Le 2 juin, le site officiel du projet Tor informait que Jacob Appelbaum ne travaillait plus sur le réseau d’anonymisation depuis le 25 mai. Aucune information supplémentaire n’était donnée, et on pouvait se douter qu’au moins un problème avait eu lieu. Il est de tradition en effet dans ce genre de contexte de donner quelques raisons et de souhaiter bonne chance, surtout quand il s’agit d’une personnalité comme Appelbaum.

Des allégations « plus sérieuses et concrètes »

Ce développeur et chercheur en sécurité, très connu de la scène du logiciel libre, était l’un des piliers du projet Tor et l’un de ses principaux « hackers ». Il prenait également parfois la plume, en signant par exemple l’article de Der Spiegel qui révélait l’espionnage par la NSA du smartphone d’Angela Merkel. Membre du collectif « Cult of the Dead Cow », il est un intervenant régulier du Chaos Computer Congress et est conseiller technique de la fondation Freedom of the Press.

Mais le communiqué du 4 juin indique que même si Appelbaum était parfois cible de rumeurs, des allégations sont devenues « plus sérieuses et concrètes ». Très peu d’informations sont disponibles, l’association ne donnant pas de détails. Si Jacob Appelbaum reste pour l'heure couvert par la présomption d'innocence, celui-ci est accusé publiquement d’abus et harcèlement sexuels, avec une ampleur décuplée qui a forcé Shari Steele, directrice de la structure, à publier un communiqué. Elle prévient notamment que le départ d’Appelbaum est une conséquence des délibérations faites dans le sillage « d’entretiens avec les plaignants ».

Des rumeurs au long cours

Par ailleurs, la direction a engagé « un cabinet d’avocats spécialisé dans la gestion des problèmes avec les employés, y compris le harcèlement sexuel ». Elle promet des « investigations sur des allégations spécifiques », sans en dire plus puisque ces travaux ne seront pas publics. Selon Steele, les déclarations récentes sont toutefois « cohérentes avec des rumeurs que certains d’entre nous entendaient depuis un moment ».

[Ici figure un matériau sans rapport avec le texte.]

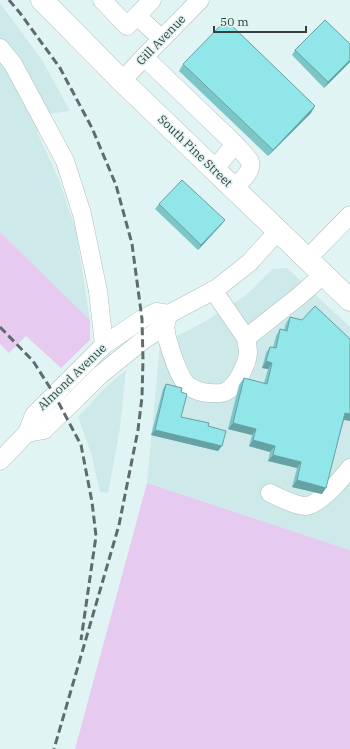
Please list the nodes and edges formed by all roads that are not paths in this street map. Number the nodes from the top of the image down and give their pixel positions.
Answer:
1 (42, 0) edge
2 (102, 0) edge
3 (152, 0) edge
4 (200, 0) edge
5 (137, 16) junction
6 (162, 39) junction
7 (0, 48) edge
8 (144, 57) junction
9 (122, 81) junction
10 (235, 144) junction
11 (214, 170) junction
12 (234, 189) junction
13 (350, 215) edge
14 (278, 231) junction
15 (307, 259) junction
16 (323, 275) junction
17 (213, 290) junction
18 (350, 300) edge
19 (167, 320) junction
20 (246, 338) junction
21 (104, 345) junction
22 (27, 432) junction
23 (0, 461) edge
24 (350, 468) edge
25 (270, 493) dead end

1 - 9 main road, South Pine Street
2 - 5 street
3 - 5 street
4 - 6 street, Gill Avenue
5 - 6 street
6 - 8 street, Gill Avenue
7 - 21 street
8 - 9 street, Gill Avenue
8 - 10 street
9 - 11 main road, South Pine Street
10 - 11 street
10 - 12 street
11 - 12 main road, South Pine Street
12 - 14 main road, South Pine Street
13 - 15 street
14 - 15 main road, South Pine Street
14 - 17 street, Almond Avenue
15 - 16 main road, South Pine Street
16 - 18 main road, South Pine Street
16 - 20 street
17 - 19 street, Almond Avenue
17 - 20 street
19 - 20 street
19 - 21 street, Almond Avenue
19 - 22 street, Almond Avenue
21 - 22 street, Almond Avenue
22 - 23 street, Almond Avenue
24 - 25 street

La direction insiste : ni le logiciel lui-même, ni l’association ne sont en danger. Elle promet la transparence mais la vie privée d’un certain nombre de personnes étant en jeu, ses marges de manoeuvres sont très faibles...

Jacob Appelbaum nie les accusations

Jacob Appelbaum, dans un communiqué tout juste publié, se défend en tout cas de ces allégations : « Que ce soit clair : les accusations d’agressions sexuelles contre moi sont totalement fausses ».

Il évoque dans sa réaction une « attaque calculée et ciblée » pour lancer « des allégations malveillantes et fallacieuses ». S’il indique que les « rumeurs vagues et campagnes de diffamation » ne sont en rien une nouveauté pour lui et que « de nombreuses tentatives pour saper » son travail ont eu lieu « ces dernières années », ces attaques sont « devenues si agressives » qu’il a souhaité réagir. Il ajoute : « je suis prêt à utiliser la voie juridique, si nécessaire, pour défendre ma réputation contre ces accusations diffamatoires ».

En attendant, il indique tenir particulièrement à l’avenir du projet Tor. Il a donc décidé d’en partir avant que le conflit n’en perturbe le fonctionnement.